M. JAAP DE HOOP SCHEFFER : Tout d’abord j’aimerais dire que vous, les Grecs, êtes bien placés pour connaître la longueur exacte d’un marathon. Plus de 42 km. Et moi je sais très bien, en tant que marathonien, que tout peut se jouer les 5 derniers mètres. Comme je l’ai dit, en tant que Secrétaire général, je n’ai pas de rôle direct à jouer, mais tout Secrétaire général doit discuter avec toutes les parties, avec tous les alliés et ministres des Affaires étrangères des pays membres.
Il doit, par ailleurs, discuter avec les pays qui ne sont pas alliés, les représentants de ces pays, comme les présidents, les premiers ministres et les ministres. Vous n’êtes pas sans savoir que dans ce dossier, le responsable est M. Nimetz et l'ONU coordonne l'effort. Ce n’est pas un effort coordonné par l’OTAN. Et je répèterais ce que j'ai dit, nous aimerions parvenir à un consensus, nous sommes tous d'accord à ce sujet. Nous en avons discuté avec la ministre des Affaires étrangères aussi. Mais ce consensus devra être réalisable pour exister.

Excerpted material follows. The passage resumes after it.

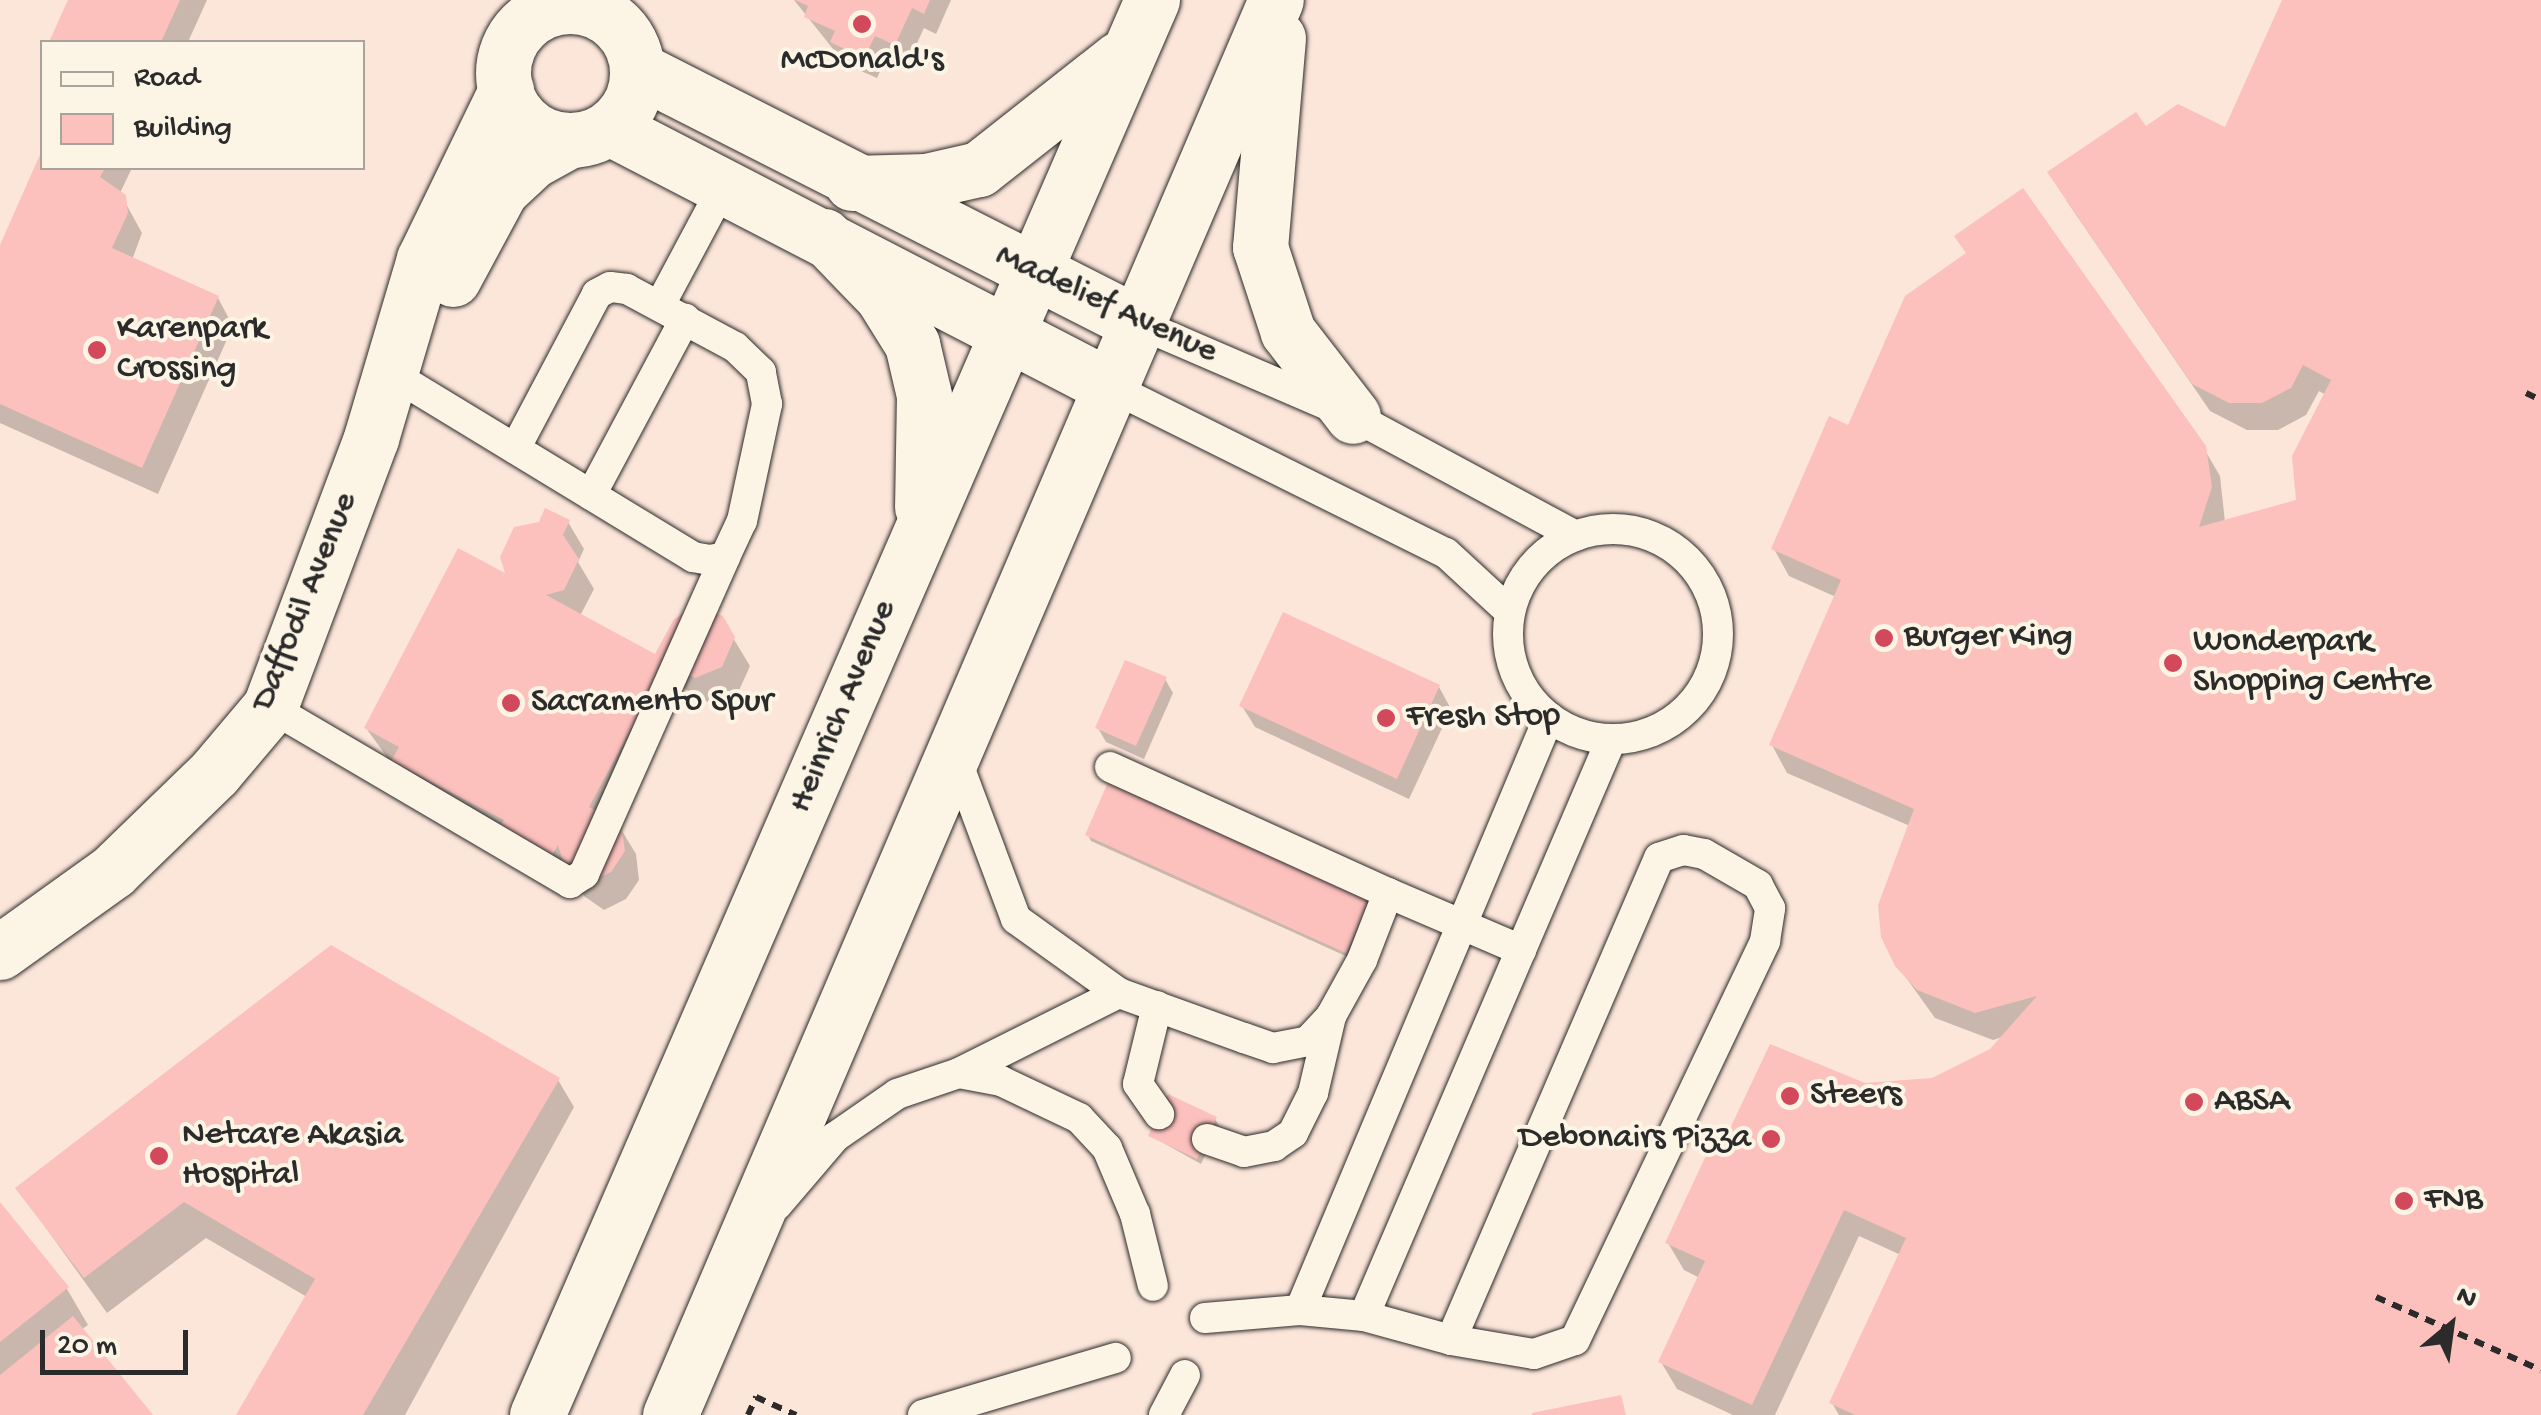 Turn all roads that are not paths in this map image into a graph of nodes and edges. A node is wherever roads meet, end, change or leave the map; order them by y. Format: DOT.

En ce qui concerne l’autre aspect de votre question, dans chaque capitale des pays de l’OTAN que je visite, je demande une plus grande contribution, un renforcement des efforts en Afghanistan. Cela ne concerne pas particulièrement Athènes. Je fais la même chose dans toutes les capitales.
JOURNALISTE: Monsieur le Secrétaire général, j’aimerais poser la question suivante : partagez-vous la position grecque, à savoir que la question du nom et sa résolution est un motif de violation du principe de bon voisinage, qui est une condition essentielle aux relations d’alliance? Estimez-vous que le seul obstacle à l'adhésion de Skopje à l'OTAN est le différend portant sur le nom? Ont-ils remplis tous les autres critères et conditions?
M. JAAP DE HOOP SCHEFFER : Cela est simple, au risque de me répéter je dirais que tous ceux qui désirent devenir membres de l'OTAN, franchir les portes de l'Alliance, devront remplir des critères précis, sur la base du principe du consensus. C’est un principe fondamental, qui est respecté de tous, OTAN, Union européenne et ONU.
Tout comme le principe des relations de bon voisinage que je respecte et que respectent les autres alliés de l'OTAN. Je pense toutefois qu’il nous reste encore 21 jours. En conclusion, je réitèrerais que ni moi, ni l’OTAN ne contrôlons cette procédure, mais moi-même et l'OTAN sommes préoccupés par la question.